Brief =
Every line of the data should be written out exactly, with the pictures left out.

Data excerpts =

BEGIN

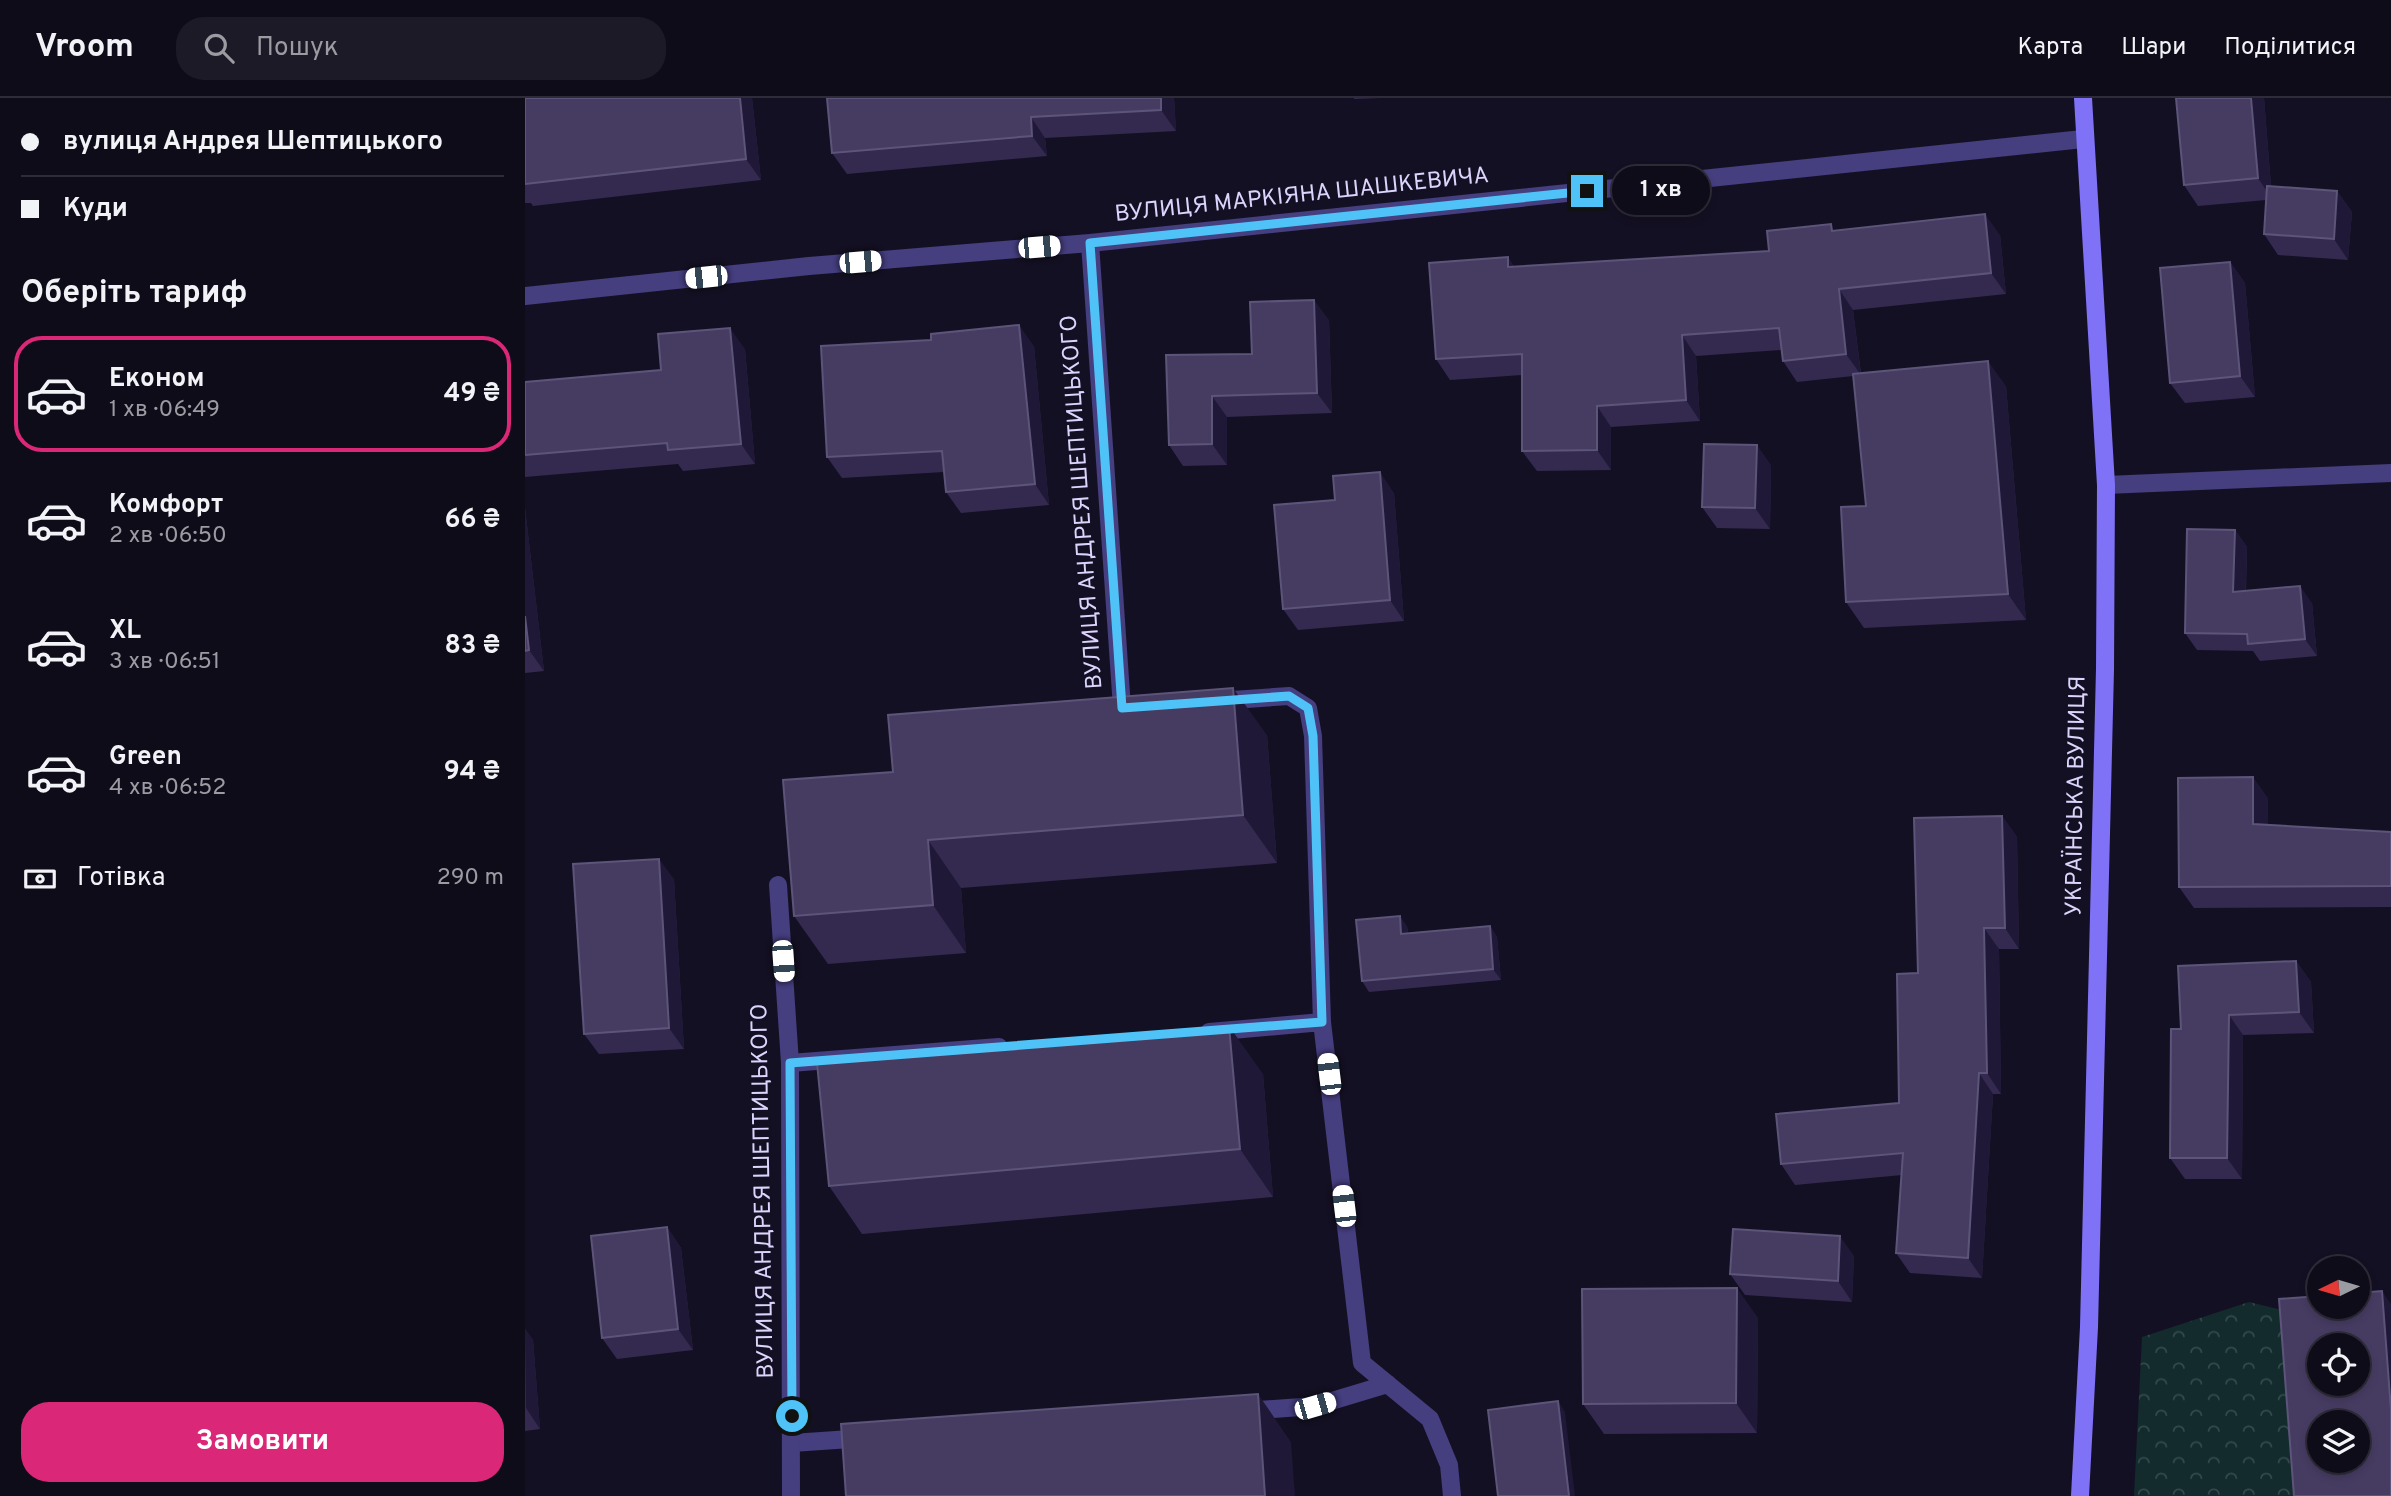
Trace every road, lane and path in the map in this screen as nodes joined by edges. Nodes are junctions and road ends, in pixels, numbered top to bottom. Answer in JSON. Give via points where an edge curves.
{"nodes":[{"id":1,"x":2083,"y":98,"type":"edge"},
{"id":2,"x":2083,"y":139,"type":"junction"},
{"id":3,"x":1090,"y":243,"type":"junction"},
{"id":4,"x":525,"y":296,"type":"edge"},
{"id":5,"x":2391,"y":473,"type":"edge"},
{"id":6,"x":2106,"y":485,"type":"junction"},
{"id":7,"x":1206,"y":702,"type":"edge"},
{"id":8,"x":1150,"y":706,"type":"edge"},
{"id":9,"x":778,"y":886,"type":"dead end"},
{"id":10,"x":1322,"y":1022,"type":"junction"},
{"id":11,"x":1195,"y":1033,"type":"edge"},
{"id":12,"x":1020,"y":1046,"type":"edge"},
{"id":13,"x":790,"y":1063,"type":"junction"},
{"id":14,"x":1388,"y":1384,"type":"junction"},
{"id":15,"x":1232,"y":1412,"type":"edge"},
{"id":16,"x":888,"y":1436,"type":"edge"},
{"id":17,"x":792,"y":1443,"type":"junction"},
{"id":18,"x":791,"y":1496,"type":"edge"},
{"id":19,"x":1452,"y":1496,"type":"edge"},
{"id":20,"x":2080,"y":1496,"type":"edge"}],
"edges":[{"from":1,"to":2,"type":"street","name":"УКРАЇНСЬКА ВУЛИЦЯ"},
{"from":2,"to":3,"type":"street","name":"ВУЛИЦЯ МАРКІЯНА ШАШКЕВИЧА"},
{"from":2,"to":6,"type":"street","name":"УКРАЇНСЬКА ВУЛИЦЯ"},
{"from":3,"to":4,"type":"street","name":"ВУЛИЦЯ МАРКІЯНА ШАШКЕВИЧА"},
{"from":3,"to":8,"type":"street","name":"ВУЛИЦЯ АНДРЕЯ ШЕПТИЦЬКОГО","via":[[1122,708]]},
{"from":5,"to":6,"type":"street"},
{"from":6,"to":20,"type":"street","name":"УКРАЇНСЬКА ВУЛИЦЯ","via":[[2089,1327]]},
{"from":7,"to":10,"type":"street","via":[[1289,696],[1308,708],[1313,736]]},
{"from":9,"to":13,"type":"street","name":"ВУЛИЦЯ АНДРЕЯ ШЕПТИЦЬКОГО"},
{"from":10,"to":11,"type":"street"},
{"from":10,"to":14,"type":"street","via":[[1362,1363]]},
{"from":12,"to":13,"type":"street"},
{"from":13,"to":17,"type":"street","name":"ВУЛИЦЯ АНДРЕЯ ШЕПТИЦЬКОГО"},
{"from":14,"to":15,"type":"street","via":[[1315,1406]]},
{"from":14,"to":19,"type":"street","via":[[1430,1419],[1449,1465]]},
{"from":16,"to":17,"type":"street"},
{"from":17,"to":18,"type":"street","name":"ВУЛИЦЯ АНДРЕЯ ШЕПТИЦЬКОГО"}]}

END

Expected answer =
Trace every road, lane and path in the map in this screen as nodes joined by edges. Nodes are junctions and road ends, in pixels, numbered top to bottom. Answer in JSON. Give via points where an edge curves.
{"nodes":[{"id":1,"x":2083,"y":98,"type":"edge"},
{"id":2,"x":2083,"y":139,"type":"junction"},
{"id":3,"x":1090,"y":243,"type":"junction"},
{"id":4,"x":525,"y":296,"type":"edge"},
{"id":5,"x":2391,"y":473,"type":"edge"},
{"id":6,"x":2106,"y":485,"type":"junction"},
{"id":7,"x":1206,"y":702,"type":"edge"},
{"id":8,"x":1150,"y":706,"type":"edge"},
{"id":9,"x":778,"y":886,"type":"dead end"},
{"id":10,"x":1322,"y":1022,"type":"junction"},
{"id":11,"x":1195,"y":1033,"type":"edge"},
{"id":12,"x":1020,"y":1046,"type":"edge"},
{"id":13,"x":790,"y":1063,"type":"junction"},
{"id":14,"x":1388,"y":1384,"type":"junction"},
{"id":15,"x":1232,"y":1412,"type":"edge"},
{"id":16,"x":888,"y":1436,"type":"edge"},
{"id":17,"x":792,"y":1443,"type":"junction"},
{"id":18,"x":791,"y":1496,"type":"edge"},
{"id":19,"x":1452,"y":1496,"type":"edge"},
{"id":20,"x":2080,"y":1496,"type":"edge"}],
"edges":[{"from":1,"to":2,"type":"street","name":"УКРАЇНСЬКА ВУЛИЦЯ"},
{"from":2,"to":3,"type":"street","name":"ВУЛИЦЯ МАРКІЯНА ШАШКЕВИЧА"},
{"from":2,"to":6,"type":"street","name":"УКРАЇНСЬКА ВУЛИЦЯ"},
{"from":3,"to":4,"type":"street","name":"ВУЛИЦЯ МАРКІЯНА ШАШКЕВИЧА"},
{"from":3,"to":8,"type":"street","name":"ВУЛИЦЯ АНДРЕЯ ШЕПТИЦЬКОГО","via":[[1122,708]]},
{"from":5,"to":6,"type":"street"},
{"from":6,"to":20,"type":"street","name":"УКРАЇНСЬКА ВУЛИЦЯ","via":[[2089,1327]]},
{"from":7,"to":10,"type":"street","via":[[1289,696],[1308,708],[1313,736]]},
{"from":9,"to":13,"type":"street","name":"ВУЛИЦЯ АНДРЕЯ ШЕПТИЦЬКОГО"},
{"from":10,"to":11,"type":"street"},
{"from":10,"to":14,"type":"street","via":[[1362,1363]]},
{"from":12,"to":13,"type":"street"},
{"from":13,"to":17,"type":"street","name":"ВУЛИЦЯ АНДРЕЯ ШЕПТИЦЬКОГО"},
{"from":14,"to":15,"type":"street","via":[[1315,1406]]},
{"from":14,"to":19,"type":"street","via":[[1430,1419],[1449,1465]]},
{"from":16,"to":17,"type":"street"},
{"from":17,"to":18,"type":"street","name":"ВУЛИЦЯ АНДРЕЯ ШЕПТИЦЬКОГО"}]}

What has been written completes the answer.